TO DO:
Pull each line holding the word "Ogle" from the data.

+++

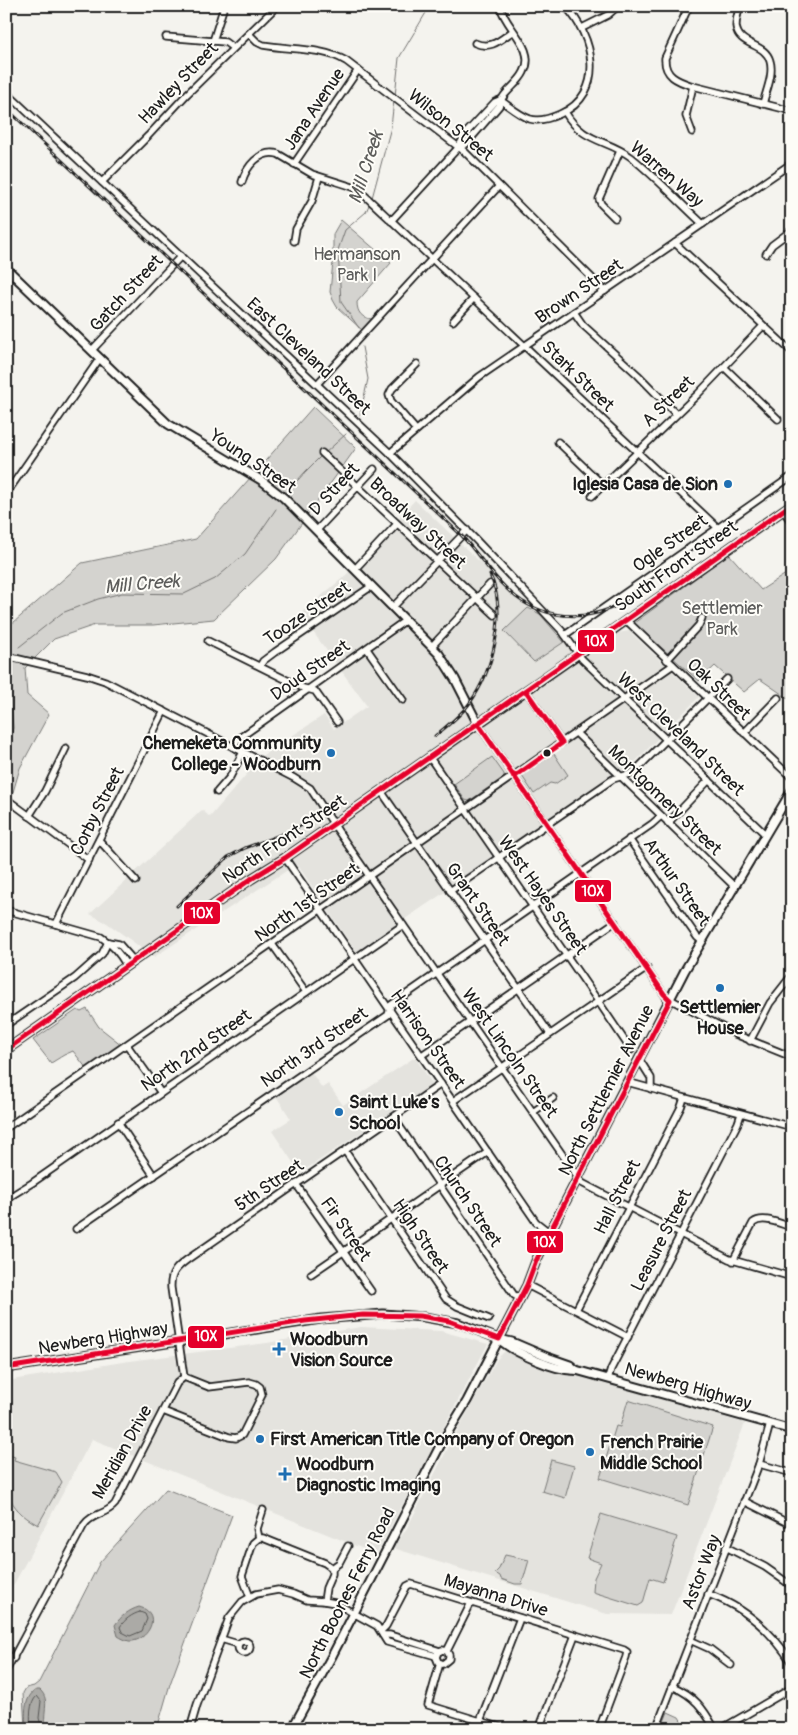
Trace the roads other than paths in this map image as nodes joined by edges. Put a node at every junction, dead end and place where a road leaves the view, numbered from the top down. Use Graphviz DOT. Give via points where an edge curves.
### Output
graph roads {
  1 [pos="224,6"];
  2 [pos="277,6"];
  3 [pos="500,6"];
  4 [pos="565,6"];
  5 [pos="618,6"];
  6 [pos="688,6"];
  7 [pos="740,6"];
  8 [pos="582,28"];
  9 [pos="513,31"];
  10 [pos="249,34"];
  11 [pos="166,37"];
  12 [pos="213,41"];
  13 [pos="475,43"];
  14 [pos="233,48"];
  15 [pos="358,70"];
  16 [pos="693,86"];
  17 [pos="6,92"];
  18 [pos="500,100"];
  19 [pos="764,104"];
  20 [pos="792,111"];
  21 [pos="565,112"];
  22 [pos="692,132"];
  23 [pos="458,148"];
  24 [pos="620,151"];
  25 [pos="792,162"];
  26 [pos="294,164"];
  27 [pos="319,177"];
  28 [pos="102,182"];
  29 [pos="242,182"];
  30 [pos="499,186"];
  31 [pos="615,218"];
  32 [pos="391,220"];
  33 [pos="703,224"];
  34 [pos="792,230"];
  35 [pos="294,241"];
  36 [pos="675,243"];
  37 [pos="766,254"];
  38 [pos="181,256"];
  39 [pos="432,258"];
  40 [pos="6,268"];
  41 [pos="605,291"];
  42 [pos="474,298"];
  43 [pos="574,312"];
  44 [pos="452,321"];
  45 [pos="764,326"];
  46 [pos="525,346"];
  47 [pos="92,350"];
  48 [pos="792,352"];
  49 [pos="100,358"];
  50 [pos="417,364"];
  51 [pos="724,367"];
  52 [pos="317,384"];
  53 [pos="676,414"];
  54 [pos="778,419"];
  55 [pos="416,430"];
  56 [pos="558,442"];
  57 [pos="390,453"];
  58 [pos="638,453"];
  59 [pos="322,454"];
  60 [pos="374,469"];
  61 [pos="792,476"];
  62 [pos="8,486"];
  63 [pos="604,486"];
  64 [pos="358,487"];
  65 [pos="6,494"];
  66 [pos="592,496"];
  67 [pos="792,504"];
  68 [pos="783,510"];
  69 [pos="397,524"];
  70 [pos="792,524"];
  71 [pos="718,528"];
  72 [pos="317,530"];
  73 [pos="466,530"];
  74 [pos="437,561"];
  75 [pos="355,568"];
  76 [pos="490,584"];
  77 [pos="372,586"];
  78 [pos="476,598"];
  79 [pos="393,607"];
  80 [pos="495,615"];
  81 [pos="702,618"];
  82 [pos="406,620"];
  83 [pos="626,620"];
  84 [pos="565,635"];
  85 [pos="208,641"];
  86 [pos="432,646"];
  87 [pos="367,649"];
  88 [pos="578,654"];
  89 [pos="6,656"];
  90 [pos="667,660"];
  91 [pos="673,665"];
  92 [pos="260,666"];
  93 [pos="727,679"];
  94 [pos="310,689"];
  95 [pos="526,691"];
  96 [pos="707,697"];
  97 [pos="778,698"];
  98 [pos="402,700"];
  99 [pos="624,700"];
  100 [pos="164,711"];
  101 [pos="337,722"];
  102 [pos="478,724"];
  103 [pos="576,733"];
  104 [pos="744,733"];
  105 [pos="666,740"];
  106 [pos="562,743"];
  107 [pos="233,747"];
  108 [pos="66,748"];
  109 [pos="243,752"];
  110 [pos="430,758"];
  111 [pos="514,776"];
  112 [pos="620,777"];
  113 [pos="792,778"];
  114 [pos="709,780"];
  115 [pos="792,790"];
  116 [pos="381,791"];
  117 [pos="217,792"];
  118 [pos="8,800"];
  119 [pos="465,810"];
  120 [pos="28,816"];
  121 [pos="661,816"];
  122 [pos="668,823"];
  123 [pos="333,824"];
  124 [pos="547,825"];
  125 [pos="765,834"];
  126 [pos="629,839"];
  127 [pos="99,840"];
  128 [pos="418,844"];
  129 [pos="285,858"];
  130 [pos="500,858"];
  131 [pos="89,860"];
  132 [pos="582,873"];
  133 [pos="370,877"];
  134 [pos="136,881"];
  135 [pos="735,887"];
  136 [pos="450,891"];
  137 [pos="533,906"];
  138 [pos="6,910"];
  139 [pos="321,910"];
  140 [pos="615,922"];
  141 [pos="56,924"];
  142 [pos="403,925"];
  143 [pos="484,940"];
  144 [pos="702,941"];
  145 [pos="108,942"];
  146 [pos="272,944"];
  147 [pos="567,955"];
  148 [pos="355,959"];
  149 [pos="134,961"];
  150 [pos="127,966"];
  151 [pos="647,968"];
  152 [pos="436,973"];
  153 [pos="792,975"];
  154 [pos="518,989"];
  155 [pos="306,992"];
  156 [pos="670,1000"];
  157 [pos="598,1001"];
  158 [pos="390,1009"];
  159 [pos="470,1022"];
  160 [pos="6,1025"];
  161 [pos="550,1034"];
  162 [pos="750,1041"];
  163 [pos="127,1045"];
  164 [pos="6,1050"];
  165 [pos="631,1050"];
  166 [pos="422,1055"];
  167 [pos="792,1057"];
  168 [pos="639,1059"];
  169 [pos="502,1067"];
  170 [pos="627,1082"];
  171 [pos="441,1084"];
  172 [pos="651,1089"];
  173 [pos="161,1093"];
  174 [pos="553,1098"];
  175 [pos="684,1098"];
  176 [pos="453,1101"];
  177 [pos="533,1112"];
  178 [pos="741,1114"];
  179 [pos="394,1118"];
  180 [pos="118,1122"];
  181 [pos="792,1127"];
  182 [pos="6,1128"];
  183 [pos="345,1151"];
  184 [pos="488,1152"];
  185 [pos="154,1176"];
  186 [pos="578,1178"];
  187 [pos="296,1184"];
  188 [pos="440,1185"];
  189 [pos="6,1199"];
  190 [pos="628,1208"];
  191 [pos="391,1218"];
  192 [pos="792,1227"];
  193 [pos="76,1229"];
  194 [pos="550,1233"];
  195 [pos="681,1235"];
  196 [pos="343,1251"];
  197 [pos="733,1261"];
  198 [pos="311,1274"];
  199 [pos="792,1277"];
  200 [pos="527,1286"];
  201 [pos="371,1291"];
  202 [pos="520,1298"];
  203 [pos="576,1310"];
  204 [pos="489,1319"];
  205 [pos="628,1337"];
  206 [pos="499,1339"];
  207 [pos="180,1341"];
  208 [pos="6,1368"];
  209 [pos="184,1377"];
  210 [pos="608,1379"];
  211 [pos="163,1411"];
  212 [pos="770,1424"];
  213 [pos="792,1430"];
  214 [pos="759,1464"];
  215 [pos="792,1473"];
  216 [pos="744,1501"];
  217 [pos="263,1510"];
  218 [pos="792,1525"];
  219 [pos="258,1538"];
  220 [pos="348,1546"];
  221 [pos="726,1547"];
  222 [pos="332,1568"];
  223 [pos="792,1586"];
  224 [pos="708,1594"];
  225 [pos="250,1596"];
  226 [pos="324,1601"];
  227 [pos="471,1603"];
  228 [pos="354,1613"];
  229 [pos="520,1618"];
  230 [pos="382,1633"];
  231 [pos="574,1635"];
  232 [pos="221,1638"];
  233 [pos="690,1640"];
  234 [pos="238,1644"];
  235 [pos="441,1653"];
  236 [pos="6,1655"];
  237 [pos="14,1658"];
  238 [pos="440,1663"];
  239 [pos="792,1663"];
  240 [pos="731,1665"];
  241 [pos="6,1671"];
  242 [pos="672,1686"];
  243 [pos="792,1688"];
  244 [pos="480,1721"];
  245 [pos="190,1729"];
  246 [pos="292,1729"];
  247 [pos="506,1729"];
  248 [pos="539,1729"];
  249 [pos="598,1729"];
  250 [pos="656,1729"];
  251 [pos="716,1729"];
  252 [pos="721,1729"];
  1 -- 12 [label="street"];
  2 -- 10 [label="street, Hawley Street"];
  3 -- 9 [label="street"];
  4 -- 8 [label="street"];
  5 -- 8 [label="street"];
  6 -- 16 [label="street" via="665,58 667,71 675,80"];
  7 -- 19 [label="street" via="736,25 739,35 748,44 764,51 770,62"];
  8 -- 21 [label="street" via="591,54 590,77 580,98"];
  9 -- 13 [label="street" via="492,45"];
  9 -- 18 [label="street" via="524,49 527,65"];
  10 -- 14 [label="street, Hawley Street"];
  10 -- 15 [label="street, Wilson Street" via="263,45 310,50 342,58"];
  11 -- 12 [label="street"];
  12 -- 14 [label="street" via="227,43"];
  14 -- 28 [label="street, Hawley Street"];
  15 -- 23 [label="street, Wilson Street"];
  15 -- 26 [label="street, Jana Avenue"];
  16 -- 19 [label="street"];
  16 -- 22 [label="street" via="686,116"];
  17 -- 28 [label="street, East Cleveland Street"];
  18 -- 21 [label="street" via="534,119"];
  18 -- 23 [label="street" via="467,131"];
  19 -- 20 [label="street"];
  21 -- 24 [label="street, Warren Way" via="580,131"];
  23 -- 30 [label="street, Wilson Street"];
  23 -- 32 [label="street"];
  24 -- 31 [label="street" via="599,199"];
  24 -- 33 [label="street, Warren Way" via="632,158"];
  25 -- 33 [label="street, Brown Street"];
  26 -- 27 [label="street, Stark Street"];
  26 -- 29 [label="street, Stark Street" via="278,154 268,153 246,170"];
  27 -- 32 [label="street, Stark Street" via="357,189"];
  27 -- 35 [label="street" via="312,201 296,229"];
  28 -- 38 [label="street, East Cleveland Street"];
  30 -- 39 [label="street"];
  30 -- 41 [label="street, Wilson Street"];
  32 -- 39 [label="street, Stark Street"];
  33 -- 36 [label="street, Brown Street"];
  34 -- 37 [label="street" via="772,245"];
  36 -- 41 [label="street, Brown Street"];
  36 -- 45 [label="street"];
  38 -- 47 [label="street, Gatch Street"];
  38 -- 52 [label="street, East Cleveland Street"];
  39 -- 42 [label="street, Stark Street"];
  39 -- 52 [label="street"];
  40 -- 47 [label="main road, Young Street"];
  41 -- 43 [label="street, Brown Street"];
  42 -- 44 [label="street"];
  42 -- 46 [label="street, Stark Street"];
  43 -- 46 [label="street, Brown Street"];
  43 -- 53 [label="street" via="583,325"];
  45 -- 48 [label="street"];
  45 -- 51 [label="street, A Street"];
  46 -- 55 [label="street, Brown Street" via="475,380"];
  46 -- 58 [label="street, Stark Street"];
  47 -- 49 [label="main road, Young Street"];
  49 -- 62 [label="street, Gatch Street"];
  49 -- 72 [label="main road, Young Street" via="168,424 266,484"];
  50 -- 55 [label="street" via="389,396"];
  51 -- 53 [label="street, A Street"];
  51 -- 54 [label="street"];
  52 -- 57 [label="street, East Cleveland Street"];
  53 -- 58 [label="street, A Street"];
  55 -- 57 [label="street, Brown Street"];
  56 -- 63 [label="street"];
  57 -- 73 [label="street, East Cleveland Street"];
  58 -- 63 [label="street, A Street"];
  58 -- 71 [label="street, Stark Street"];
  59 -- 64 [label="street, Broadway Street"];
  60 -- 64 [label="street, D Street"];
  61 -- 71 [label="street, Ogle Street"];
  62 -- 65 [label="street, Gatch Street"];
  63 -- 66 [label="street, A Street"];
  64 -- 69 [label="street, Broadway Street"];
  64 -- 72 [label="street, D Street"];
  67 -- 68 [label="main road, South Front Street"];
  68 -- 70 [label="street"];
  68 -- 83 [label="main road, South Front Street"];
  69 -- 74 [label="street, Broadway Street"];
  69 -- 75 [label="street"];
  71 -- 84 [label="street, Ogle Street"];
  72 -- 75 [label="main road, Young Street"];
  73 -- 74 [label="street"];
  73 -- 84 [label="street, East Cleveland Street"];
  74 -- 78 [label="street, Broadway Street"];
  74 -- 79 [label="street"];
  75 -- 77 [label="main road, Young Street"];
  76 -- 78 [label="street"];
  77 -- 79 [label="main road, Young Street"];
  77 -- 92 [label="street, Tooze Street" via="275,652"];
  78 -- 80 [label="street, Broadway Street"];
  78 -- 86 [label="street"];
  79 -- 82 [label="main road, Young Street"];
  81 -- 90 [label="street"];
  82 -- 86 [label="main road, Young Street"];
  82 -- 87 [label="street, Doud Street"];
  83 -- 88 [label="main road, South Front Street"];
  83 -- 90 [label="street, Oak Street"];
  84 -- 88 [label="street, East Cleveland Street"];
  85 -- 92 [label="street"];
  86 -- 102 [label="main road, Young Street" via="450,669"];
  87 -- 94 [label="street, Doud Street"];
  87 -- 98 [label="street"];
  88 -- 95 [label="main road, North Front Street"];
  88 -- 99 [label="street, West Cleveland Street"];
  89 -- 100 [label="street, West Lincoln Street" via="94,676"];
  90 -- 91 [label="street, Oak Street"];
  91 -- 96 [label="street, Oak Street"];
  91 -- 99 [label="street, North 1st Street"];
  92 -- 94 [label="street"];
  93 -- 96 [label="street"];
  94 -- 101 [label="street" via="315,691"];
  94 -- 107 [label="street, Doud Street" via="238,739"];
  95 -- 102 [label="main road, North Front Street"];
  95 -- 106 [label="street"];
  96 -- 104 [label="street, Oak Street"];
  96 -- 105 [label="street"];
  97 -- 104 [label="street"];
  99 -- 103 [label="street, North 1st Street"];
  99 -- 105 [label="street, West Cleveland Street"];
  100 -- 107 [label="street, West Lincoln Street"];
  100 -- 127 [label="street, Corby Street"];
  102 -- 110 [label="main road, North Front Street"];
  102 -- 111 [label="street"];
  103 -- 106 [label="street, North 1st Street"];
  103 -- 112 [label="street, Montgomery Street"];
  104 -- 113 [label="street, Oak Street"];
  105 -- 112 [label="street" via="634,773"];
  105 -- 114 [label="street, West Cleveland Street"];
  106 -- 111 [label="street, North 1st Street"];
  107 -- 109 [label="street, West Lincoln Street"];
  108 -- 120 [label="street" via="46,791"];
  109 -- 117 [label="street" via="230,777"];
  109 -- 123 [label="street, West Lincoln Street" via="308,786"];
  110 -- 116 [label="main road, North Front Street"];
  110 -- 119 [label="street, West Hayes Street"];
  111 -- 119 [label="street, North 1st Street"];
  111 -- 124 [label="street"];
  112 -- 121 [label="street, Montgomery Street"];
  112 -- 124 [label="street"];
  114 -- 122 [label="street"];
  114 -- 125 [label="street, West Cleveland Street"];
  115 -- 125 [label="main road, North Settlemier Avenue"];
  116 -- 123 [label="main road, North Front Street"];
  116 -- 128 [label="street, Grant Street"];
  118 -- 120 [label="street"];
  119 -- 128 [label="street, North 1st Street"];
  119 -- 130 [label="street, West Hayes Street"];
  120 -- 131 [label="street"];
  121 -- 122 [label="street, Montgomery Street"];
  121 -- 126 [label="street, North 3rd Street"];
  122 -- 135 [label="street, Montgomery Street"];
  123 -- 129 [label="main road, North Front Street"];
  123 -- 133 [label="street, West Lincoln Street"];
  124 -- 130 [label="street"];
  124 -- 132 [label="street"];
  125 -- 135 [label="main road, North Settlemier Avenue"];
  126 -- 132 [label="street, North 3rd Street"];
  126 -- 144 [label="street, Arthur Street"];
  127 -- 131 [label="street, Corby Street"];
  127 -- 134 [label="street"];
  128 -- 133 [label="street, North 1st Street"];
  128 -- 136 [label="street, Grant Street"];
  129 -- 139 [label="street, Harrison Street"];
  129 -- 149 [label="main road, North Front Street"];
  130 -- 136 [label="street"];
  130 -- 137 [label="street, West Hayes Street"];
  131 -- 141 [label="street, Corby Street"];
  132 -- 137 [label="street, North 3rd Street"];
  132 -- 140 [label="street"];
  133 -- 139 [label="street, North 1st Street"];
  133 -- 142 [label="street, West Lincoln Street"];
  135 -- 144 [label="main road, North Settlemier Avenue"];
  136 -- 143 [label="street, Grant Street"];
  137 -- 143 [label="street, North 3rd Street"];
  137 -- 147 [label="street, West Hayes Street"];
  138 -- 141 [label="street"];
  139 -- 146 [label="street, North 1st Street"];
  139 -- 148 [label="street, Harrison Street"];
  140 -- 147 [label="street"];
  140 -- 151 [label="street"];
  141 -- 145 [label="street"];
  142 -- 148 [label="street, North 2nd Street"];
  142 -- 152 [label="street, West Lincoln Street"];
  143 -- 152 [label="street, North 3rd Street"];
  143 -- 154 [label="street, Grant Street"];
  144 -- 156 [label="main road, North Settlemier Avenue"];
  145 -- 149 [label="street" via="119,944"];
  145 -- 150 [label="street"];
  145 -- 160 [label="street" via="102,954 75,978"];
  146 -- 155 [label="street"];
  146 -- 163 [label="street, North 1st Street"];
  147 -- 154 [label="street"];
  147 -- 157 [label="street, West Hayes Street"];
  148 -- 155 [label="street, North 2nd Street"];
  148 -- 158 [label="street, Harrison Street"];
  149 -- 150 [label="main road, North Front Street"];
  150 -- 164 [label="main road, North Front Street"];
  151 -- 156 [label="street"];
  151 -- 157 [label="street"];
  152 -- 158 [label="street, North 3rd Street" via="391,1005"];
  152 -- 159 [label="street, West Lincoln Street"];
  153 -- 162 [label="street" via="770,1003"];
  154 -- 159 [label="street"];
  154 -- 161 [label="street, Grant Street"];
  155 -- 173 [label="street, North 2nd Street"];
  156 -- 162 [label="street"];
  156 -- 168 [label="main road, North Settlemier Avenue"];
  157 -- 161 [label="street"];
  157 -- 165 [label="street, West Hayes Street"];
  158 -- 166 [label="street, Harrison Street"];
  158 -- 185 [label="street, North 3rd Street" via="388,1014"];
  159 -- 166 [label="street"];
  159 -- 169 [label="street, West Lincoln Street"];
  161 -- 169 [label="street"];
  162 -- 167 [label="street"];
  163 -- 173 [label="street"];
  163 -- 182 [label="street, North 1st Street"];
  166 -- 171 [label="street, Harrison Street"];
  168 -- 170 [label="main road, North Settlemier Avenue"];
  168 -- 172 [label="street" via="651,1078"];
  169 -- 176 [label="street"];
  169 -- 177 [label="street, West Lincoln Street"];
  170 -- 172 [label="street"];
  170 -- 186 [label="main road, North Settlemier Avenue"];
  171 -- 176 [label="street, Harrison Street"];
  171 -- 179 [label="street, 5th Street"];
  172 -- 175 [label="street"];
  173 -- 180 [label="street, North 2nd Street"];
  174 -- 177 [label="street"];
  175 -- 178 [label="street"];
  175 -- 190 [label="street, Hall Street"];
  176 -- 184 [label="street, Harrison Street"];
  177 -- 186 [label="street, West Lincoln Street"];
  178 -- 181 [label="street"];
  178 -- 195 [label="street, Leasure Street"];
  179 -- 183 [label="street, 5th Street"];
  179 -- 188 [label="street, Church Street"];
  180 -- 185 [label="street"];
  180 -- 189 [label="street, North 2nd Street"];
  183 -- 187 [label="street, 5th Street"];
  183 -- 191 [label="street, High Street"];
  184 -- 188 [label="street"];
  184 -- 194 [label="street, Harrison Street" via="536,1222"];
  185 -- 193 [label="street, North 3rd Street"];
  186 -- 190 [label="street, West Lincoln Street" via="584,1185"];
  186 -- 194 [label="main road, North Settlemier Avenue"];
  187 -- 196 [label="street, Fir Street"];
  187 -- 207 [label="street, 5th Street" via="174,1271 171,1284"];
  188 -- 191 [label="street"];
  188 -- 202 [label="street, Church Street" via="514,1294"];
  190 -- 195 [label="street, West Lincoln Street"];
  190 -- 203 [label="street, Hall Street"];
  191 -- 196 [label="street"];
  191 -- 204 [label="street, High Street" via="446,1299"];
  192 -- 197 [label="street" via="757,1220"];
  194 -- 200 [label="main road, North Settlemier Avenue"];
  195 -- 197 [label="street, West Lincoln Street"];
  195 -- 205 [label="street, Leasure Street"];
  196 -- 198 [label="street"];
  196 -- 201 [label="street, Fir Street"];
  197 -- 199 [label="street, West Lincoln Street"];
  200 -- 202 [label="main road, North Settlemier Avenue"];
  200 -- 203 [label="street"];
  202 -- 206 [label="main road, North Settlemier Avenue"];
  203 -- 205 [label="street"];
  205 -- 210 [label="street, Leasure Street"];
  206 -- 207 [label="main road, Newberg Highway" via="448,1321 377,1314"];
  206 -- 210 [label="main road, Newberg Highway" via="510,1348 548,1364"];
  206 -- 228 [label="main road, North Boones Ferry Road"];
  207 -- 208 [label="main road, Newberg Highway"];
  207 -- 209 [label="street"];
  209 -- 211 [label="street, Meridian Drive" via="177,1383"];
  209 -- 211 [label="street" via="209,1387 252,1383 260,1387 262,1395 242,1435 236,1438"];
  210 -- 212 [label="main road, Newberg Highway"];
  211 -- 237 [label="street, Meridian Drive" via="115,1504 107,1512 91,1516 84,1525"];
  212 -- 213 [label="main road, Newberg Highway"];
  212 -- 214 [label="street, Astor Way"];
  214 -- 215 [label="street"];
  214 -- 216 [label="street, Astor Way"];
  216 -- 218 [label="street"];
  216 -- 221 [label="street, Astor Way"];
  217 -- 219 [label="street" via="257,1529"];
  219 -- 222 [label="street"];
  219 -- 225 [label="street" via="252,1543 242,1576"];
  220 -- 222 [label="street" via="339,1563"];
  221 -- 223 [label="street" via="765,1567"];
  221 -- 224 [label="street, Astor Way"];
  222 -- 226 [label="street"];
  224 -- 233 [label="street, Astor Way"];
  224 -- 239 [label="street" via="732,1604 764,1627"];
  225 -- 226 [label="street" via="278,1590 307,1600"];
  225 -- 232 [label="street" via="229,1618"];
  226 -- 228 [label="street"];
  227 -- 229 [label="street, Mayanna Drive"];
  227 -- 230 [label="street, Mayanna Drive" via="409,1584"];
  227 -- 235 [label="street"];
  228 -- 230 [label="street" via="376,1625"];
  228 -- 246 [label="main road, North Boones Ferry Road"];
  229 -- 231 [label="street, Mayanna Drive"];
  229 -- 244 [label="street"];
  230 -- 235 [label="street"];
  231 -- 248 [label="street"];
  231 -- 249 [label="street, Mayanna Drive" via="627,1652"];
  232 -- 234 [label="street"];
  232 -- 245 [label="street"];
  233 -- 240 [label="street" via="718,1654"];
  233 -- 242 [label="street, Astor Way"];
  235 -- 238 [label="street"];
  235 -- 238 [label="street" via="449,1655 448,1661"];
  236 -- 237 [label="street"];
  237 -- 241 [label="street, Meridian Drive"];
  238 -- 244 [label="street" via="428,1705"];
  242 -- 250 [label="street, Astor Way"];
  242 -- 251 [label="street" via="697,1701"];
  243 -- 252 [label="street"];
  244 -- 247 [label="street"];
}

+++

ANSWER TO THIS PROBLEM:
  61 -- 71 [label="street, Ogle Street"];
  71 -- 84 [label="street, Ogle Street"];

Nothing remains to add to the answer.